Read the lines below. Copy out any that hold the string "glyphs".

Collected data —
· · ·
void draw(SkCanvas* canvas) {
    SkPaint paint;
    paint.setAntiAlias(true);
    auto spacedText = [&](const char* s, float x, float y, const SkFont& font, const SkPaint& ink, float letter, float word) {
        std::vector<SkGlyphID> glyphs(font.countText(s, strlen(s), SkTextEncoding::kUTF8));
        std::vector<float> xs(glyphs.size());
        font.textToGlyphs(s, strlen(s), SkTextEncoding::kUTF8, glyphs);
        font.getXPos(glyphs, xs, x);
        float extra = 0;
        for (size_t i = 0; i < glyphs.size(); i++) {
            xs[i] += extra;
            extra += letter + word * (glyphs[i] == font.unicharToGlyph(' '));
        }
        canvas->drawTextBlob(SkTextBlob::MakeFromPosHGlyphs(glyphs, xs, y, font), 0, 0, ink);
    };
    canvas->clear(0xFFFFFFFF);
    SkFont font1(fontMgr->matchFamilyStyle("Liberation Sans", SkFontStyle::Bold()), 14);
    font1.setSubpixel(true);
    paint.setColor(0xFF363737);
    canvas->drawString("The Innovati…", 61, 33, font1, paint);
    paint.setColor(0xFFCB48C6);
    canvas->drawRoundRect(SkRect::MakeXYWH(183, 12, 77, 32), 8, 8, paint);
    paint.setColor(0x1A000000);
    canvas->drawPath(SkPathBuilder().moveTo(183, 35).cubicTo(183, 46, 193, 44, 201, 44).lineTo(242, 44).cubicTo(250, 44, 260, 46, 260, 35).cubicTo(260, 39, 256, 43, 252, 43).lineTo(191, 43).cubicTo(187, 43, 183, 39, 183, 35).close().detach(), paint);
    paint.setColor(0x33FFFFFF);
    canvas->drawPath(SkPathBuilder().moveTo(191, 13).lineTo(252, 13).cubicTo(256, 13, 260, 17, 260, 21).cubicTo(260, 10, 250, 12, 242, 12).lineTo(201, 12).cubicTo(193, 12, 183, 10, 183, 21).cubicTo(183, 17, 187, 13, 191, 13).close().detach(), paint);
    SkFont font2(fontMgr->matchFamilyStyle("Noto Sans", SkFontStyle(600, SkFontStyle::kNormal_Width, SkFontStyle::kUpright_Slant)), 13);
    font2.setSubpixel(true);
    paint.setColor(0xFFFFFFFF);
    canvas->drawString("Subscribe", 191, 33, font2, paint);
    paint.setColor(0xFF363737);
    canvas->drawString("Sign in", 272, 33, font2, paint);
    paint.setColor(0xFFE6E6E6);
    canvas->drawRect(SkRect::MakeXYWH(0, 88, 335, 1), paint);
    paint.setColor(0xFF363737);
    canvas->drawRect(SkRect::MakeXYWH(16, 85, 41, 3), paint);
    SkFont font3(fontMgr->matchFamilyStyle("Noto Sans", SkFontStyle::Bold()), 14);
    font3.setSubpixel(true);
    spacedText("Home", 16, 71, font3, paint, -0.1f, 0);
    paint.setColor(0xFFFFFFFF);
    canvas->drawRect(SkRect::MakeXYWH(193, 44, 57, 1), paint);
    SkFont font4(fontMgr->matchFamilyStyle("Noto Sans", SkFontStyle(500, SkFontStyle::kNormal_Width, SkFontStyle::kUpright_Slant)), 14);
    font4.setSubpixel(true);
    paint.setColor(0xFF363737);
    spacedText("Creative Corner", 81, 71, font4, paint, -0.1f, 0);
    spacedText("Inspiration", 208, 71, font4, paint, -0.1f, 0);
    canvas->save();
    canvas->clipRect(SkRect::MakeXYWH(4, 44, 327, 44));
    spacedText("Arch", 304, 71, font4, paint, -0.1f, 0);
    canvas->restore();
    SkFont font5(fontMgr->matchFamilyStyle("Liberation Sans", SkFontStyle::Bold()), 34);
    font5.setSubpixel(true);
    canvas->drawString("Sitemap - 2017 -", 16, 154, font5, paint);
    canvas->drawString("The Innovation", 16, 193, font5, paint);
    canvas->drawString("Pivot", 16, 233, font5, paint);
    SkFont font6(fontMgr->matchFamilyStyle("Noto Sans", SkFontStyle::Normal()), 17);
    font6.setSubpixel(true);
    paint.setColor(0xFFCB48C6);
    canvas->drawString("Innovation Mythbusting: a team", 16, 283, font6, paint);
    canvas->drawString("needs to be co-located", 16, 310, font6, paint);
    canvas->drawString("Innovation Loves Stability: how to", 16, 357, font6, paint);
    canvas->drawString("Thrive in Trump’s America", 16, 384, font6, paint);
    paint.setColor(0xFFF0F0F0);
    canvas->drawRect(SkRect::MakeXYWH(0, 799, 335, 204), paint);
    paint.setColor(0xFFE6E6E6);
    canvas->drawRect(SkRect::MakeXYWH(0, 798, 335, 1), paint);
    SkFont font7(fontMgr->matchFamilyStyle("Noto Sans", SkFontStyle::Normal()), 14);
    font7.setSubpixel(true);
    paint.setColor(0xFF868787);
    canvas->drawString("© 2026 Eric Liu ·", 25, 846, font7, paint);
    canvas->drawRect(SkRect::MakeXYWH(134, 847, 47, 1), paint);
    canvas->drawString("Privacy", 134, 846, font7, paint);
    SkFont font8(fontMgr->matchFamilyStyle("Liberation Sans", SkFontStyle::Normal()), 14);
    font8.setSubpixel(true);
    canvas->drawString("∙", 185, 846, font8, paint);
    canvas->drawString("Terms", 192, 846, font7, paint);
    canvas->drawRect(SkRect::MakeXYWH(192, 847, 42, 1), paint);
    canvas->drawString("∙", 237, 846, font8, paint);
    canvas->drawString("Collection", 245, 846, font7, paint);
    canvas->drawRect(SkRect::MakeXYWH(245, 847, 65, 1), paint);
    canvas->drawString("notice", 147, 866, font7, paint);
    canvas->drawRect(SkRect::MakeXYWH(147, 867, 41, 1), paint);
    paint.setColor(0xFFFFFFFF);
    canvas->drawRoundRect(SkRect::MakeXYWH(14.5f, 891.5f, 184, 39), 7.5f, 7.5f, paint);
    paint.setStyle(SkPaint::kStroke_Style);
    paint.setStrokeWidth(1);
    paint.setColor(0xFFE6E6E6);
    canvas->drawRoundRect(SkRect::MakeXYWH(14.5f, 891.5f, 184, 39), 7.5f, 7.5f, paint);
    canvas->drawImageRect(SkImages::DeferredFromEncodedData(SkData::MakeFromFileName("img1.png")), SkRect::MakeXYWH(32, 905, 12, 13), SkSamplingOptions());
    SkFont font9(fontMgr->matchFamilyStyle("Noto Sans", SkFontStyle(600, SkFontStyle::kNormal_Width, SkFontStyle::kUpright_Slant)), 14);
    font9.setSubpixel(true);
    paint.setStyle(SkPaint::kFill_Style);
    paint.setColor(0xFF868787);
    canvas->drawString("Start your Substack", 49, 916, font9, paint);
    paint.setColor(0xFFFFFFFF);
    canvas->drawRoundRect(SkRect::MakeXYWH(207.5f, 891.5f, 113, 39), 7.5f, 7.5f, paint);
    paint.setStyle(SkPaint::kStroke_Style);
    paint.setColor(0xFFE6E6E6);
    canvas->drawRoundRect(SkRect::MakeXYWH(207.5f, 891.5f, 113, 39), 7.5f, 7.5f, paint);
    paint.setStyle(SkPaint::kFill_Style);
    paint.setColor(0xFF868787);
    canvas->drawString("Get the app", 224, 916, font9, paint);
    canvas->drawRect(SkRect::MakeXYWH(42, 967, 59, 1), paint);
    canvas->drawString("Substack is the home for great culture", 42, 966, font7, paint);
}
· · ·
ANSWER TO THE EXERCISE —
        std::vector<SkGlyphID> glyphs(font.countText(s, strlen(s), SkTextEncoding::kUTF8));
        std::vector<float> xs(glyphs.size());
        font.textToGlyphs(s, strlen(s), SkTextEncoding::kUTF8, glyphs);
        font.getXPos(glyphs, xs, x);
        for (size_t i = 0; i < glyphs.size(); i++) {
            extra += letter + word * (glyphs[i] == font.unicharToGlyph(' '));
        canvas->drawTextBlob(SkTextBlob::MakeFromPosHGlyphs(glyphs, xs, y, font), 0, 0, ink);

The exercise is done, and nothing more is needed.